● WHAT THE EXERCISE ASKS
Print only the lines that begin at the line containing "middle pip: (582, 458)" and end at the last line of the material, both included, without any change.

● RECORDS FOR THE EXERCISE
● ● ● ●
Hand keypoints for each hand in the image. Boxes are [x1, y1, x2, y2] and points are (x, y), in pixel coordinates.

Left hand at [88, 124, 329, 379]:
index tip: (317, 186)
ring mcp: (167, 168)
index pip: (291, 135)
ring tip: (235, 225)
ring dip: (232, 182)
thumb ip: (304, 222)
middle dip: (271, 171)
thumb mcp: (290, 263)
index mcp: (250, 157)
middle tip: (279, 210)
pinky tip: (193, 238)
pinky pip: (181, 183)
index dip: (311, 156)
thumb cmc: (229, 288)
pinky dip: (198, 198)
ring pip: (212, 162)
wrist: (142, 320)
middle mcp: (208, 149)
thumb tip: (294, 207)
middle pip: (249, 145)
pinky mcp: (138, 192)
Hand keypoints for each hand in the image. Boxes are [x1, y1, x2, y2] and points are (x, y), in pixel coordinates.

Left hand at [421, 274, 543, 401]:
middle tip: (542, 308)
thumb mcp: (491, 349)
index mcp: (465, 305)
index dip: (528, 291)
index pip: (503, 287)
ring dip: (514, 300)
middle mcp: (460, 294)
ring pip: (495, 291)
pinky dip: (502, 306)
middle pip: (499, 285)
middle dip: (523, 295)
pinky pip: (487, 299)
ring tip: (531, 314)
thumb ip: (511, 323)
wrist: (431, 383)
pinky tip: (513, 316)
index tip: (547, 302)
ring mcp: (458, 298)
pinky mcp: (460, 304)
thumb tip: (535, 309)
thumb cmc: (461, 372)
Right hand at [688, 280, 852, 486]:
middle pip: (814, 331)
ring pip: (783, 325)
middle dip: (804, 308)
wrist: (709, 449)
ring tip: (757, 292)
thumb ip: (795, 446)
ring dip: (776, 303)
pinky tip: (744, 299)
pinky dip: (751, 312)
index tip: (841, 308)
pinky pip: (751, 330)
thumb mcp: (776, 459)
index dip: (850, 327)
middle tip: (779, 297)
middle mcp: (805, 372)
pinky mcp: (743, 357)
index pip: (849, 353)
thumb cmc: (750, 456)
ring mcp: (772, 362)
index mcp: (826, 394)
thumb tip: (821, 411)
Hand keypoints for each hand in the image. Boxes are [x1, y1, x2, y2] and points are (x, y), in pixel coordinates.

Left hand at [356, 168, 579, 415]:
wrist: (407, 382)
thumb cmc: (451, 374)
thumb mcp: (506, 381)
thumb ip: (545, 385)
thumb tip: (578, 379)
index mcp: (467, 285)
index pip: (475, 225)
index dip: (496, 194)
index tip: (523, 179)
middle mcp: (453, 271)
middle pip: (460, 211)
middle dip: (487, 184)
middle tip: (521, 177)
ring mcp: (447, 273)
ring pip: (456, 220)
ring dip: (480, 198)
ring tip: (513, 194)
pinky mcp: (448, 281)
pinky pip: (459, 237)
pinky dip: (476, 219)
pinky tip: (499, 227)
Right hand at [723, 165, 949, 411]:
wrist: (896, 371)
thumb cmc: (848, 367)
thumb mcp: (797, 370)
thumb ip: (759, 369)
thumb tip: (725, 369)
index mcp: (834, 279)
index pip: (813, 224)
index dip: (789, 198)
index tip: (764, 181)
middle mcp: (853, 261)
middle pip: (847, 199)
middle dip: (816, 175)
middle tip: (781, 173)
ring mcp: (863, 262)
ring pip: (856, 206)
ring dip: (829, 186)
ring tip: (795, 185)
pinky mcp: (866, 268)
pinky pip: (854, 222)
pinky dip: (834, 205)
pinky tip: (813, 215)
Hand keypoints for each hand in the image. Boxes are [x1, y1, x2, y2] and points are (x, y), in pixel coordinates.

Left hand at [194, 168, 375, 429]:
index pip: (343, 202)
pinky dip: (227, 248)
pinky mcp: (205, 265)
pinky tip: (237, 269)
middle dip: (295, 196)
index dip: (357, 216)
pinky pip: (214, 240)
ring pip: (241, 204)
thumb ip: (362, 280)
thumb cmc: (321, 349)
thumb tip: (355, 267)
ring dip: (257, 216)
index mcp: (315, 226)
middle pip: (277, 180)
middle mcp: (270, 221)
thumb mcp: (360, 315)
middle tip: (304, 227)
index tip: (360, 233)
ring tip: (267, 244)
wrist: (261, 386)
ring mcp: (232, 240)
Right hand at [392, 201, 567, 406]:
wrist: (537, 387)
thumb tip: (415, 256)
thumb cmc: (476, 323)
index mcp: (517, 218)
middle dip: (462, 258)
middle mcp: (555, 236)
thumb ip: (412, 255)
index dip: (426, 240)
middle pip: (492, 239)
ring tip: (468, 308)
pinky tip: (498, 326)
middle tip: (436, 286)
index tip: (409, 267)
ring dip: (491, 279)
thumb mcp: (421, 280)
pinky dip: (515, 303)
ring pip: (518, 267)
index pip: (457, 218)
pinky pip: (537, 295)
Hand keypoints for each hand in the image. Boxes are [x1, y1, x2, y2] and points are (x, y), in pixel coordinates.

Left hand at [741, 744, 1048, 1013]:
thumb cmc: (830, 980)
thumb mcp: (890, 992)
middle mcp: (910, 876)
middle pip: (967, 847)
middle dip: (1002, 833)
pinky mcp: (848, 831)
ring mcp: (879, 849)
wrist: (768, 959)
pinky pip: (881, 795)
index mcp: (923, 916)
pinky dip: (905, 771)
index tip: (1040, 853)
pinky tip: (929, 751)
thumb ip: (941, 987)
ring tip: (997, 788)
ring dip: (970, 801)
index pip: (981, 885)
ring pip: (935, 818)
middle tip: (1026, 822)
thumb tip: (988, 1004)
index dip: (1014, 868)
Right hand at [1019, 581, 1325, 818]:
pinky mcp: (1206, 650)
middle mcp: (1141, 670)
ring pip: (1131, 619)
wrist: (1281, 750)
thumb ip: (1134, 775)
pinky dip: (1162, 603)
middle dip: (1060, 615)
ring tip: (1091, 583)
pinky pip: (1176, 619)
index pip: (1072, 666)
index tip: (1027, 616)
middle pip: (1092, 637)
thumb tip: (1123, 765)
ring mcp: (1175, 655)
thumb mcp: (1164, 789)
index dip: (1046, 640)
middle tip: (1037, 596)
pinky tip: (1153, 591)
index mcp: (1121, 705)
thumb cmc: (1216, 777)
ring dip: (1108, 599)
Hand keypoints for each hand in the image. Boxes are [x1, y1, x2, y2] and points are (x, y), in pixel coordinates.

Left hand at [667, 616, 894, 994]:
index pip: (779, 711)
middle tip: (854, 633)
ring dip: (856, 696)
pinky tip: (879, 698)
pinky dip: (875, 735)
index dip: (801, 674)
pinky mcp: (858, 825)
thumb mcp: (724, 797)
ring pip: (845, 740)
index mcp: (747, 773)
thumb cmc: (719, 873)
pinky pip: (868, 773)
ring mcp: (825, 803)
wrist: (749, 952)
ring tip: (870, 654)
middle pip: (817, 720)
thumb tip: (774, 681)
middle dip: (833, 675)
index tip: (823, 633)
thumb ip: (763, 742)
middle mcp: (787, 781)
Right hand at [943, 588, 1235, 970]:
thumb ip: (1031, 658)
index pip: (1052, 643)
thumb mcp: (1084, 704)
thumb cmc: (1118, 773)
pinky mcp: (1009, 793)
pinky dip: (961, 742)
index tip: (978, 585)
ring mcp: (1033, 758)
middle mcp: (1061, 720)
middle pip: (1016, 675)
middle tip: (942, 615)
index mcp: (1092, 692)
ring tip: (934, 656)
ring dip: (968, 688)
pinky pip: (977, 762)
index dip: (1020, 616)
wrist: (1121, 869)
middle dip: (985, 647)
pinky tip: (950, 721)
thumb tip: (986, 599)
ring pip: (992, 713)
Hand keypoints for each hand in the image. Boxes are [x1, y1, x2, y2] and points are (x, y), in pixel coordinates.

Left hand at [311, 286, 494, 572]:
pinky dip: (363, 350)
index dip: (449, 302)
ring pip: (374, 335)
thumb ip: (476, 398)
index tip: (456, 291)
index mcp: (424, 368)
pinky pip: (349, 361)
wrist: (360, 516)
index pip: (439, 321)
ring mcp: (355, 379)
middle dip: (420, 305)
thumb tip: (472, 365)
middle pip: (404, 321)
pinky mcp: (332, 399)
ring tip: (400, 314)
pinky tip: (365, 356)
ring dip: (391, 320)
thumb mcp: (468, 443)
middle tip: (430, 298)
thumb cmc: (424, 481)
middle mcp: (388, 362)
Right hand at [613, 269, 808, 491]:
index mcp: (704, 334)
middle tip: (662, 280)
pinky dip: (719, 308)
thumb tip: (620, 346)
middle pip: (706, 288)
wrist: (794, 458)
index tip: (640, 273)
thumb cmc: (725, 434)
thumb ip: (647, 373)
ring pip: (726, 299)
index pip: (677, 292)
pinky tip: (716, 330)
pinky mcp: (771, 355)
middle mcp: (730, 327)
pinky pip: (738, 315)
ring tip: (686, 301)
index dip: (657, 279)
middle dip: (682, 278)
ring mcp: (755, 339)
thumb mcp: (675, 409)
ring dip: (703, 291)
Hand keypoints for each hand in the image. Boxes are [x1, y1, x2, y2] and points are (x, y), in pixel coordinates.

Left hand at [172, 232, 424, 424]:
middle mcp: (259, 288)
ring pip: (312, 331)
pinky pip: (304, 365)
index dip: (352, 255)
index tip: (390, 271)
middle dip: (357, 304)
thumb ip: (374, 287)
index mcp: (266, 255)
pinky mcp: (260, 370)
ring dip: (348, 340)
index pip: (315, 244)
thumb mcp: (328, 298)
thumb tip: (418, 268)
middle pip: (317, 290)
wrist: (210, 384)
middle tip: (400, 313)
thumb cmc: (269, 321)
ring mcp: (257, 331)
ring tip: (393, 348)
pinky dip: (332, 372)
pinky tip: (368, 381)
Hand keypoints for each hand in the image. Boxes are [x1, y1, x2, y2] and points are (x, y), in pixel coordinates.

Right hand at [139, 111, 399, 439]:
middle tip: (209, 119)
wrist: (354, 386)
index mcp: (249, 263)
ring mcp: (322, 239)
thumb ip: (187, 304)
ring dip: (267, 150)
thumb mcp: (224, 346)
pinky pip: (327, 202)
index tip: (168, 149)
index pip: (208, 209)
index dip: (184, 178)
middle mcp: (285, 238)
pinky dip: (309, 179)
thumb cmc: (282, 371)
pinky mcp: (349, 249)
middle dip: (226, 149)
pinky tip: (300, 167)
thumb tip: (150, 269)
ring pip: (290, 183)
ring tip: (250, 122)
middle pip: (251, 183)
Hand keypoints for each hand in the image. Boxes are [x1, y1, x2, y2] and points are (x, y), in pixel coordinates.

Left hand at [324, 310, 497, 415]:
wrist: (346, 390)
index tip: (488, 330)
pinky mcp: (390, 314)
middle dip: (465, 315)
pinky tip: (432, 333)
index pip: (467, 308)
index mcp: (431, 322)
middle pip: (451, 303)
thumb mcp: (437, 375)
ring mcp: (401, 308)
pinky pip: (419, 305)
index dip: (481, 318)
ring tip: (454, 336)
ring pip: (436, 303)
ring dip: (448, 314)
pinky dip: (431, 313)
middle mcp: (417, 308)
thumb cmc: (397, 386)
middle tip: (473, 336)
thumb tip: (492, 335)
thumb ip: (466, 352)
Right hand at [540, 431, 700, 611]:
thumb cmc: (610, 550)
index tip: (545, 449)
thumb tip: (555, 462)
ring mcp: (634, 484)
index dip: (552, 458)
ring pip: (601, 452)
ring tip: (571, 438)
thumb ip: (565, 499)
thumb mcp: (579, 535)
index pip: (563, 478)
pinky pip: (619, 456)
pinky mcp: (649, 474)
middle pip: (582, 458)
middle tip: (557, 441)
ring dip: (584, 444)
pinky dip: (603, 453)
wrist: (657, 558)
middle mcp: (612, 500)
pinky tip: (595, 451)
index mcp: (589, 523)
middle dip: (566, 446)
● ● ● ●
● SOLUTION TO THIS EXERCISE
middle pip: (582, 458)
middle tip: (557, 441)
ring dip: (584, 444)
pinky dip: (603, 453)
wrist: (657, 558)
middle mcp: (612, 500)
pinky tip: (595, 451)
index mcp: (589, 523)
middle dip: (566, 446)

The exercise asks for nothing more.